A better flu shot for the elderly? High dose flu vaccine as a breakthrough. Or not?
December 21, 2014
Should high dose flu shots be used in the elderly? The New York Times said it best, mirroring the chorus of praise in the press after a major study evaluated the efficacy of high dose flu vaccine in the elderly compared to standard dose: “Now a study, published recently in The New England Journal of Medicine (8/14/14, Diazgrandos, MD), finds that Fluzone High-Dose does indeed prevent influenza in older adults, reducing cases of the flu by 24 percent compared with the standard version.” (“A Better Flu Shot,” NYT, 9/3/14). At a facility where I serve as medical director, a resident emailed me and accused me of threatening the health of every resident in the community by offering them standard dose flu vaccine instead of high dose. She even said that she had the flu as a result, even though her symptoms preceded the first case of influenza in the state. She further stated that her husband’s doctor, an infectious disease expert, stated that high dose flu vaccine should be given to all elderly people. Essentially high dose flu vaccine, which is fully covered by Medicare, packs more antigen into every flu shot, leading to more antibody response, although not covering any more strains of flu than standard dose flu vaccine. And The New England Journal of Medicine did show a sizable 24% reduction in flu among people over age 65 who took high dose vaccine vs standard dose. Pretty much a no brainer to give the high dose shot, right?
Of course, 24% is relative risk, a meaningless parameter that virtually every newspaper, and so many doctors in academic medicine, use to show an exaggerated effect of medical interventions. What is the absolute improvement with the high dose flu shot? In fact, it is much less impressive. 1.9% of people receiving the standard dose shot developed influenza, while 1.4% of people receiving high dose vaccine developed influenza. That means that 5/1000 fewer people developed flu with high dose vs. standard dose shot, hardly a number worthy of the praise being thrust on high dose vaccination. Also, given how few people developed flu at all, the difference is relatively meaningless and possibly impacted by chance. In addition, fewer people receiving high dose flu vaccine developed serious side effects (8.3% vs 9%, a difference of 7/1000), something that makes no medical sense and also likely the result of chance rather than any meaningful safety improvement with higher dose flu vaccine that should, if anything, cause more adverse reactions. Of course, the press did not comment on any of these realities.

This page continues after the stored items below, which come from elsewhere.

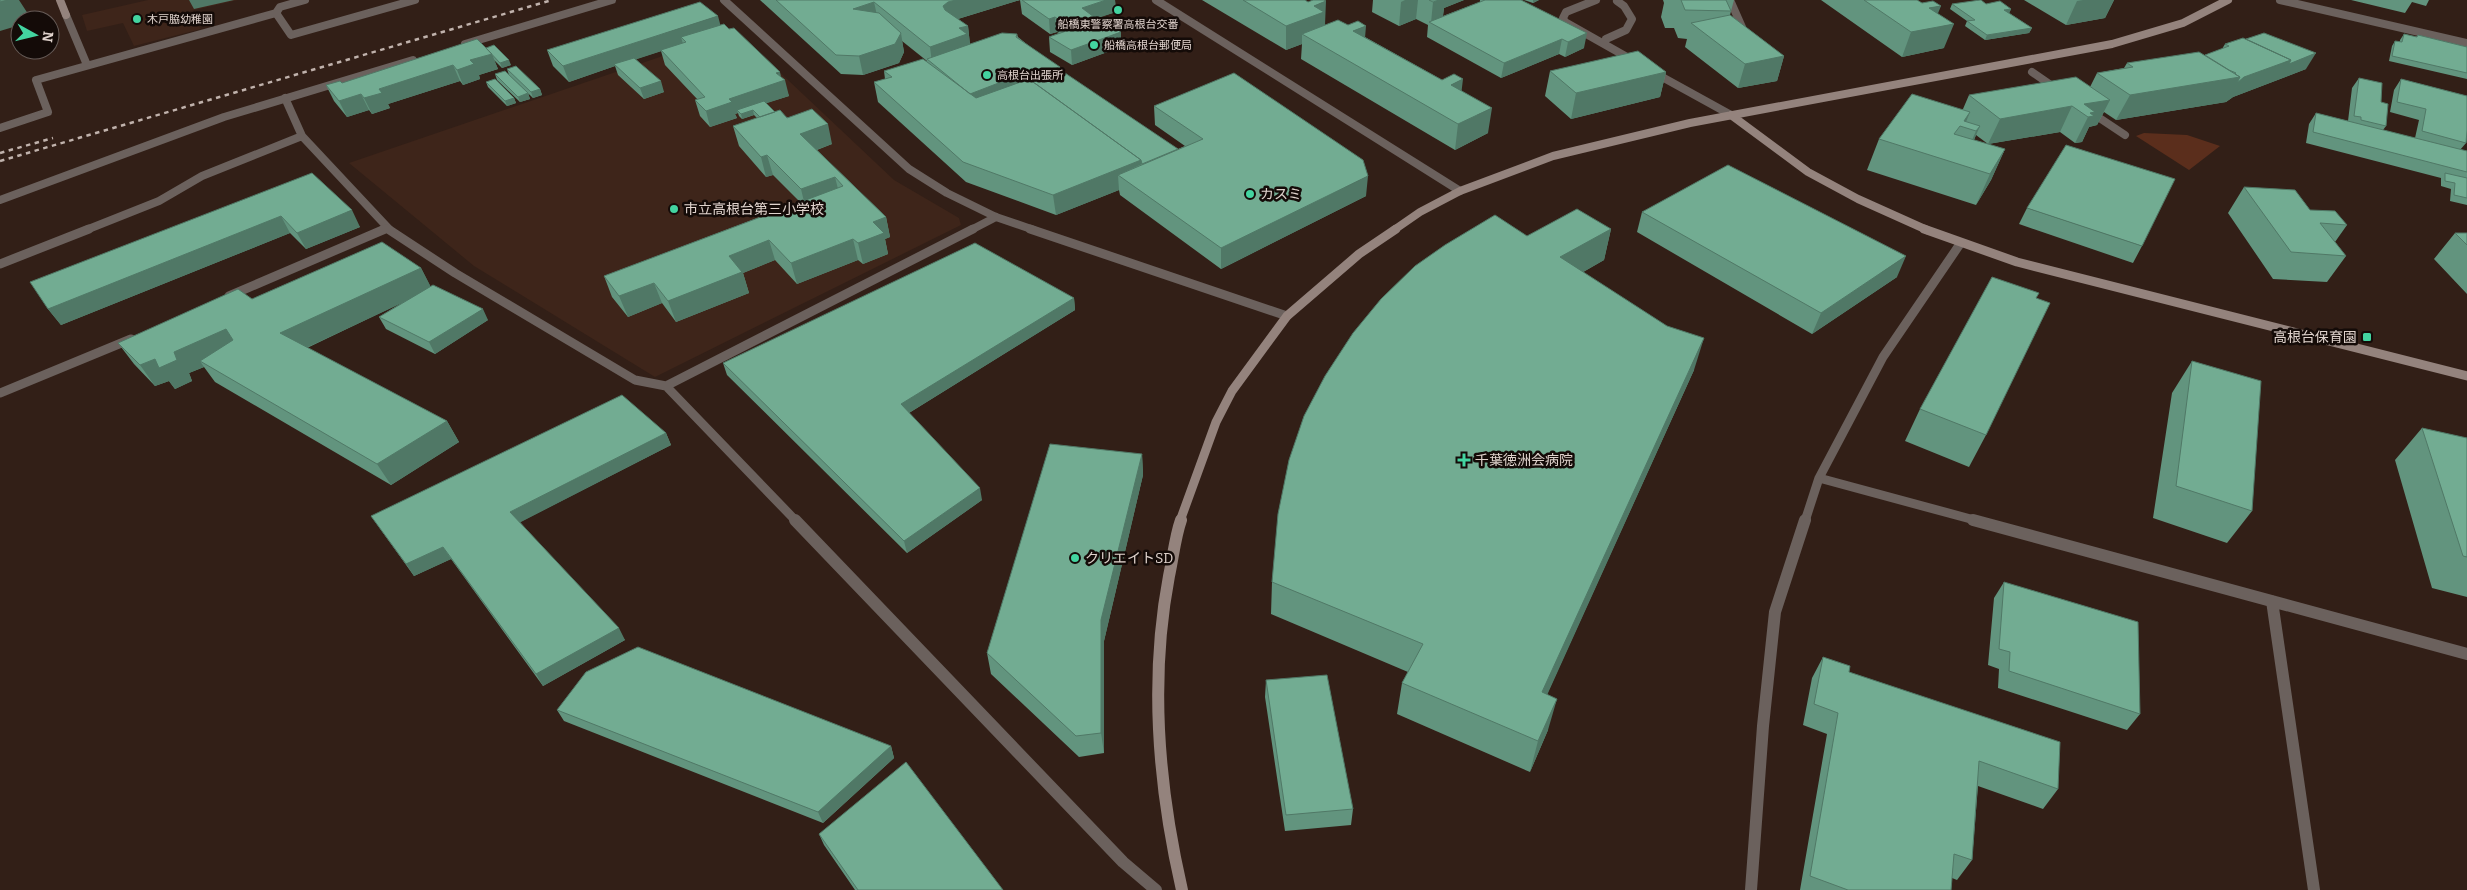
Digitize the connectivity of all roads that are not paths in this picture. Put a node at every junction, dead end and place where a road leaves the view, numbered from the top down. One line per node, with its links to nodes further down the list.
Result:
1 (60, 0): 19 (street)
2 (306, 0): 12 (street)
3 (415, 0): 12 (street)
4 (612, 0): 16 (street)
5 (724, 0): 31 (street)
6 (1156, 0): 29 (street)
7 (1596, 0): 18 (street)
8 (1730, 0): 15 (street)
9 (2228, 0): 25 (street)
10 (2280, 0): 14 (street)
11 (1617, 1): 13 (street)
12 (276, 13): 19 (street)
13 (1606, 39)
14 (2467, 43)
15 (1755, 45)
16 (453, 48)
17 (425, 56): 23 (street)
18 (1638, 63)
19 (87, 65): 26 (street)
20 (1646, 68): 25 (street)
21 (2032, 72): 22 (street)
22 (2062, 92)
23 (285, 98): 28 (street); 30 (street)
24 (2085, 108): 27 (street)
25 (1731, 115): 29 (street); 33 (street)
26 (0, 128)
27 (2125, 135)
28 (302, 136): 32 (street); 34 (street)
29 (1460, 191): 36 (street)
30 (0, 200)
31 (996, 217): 36 (street); 39 (street)
32 (387, 228): 35 (street); 39 (street)
33 (1960, 244): 38 (street); 41 (street)
34 (0, 264)
35 (216, 302)
36 (1287, 316): 45 (street)
37 (145, 333): 40 (street)
38 (2467, 376)
39 (666, 386): 44 (street)
40 (0, 393)
41 (1819, 478): 42 (street); 46 (street)
42 (2272, 601): 43 (street); 47 (street)
43 (2467, 654)
44 (1156, 890)
45 (1182, 890)
46 (1751, 890)
47 (2314, 890)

What does all of this mean? First of all, despite the touted 24% risk reduction with high dose vaccine, this translates into a tiny and clinically insignificant absolute improvement with high dose vaccine that may be related to random chance. Second, very few older people developed flu with either vaccination; if there had been a placebo arm of the study, outcome may not have been very much different than either treatment arm. Third, there is no data about the severity of flu in either arm, or if there was a threat to life in those who developed flu. Fourth, both arms had a very high incidence of serious side effects, far higher than any positive impact the shots had on flu prevention. One wonders how effective any flu shot is in preventing medical complications in the elderly compared to its effect in inducing medical complications that are potentially severe. Overall, when this study is evaluated through a lens of common sense, high dose flu shots do not improve meaningful health outcomes in the elderly, can induce serious side effects at an alarmingly high rate, and (in my opinion) should not be used until more data is available. We are quick to leap to conclusions that our medical interventions have a tremendous impact on our patients; the truth is almost always much less impressive when absolute risk/benefit is used, and the complications of the intervention (which is this case were barely mentioned by the press) are almost always more than stated. We have to be very careful about misleading people with such faulty proclamations, or the woman who accused me of threatening the health of an entire community by not using an intervention with no proven efficacy will be pushed to reach conclusions that are both false and potentially dangerous. How can we, as advocates for sensible health care, convince the press that all data on medical interventions should be published using only absolute risk/benefit numbers, and that the risks of interventions must be given as much coverage as the benefits? Sensationalism and erroneous conclusions will not end until this can occur.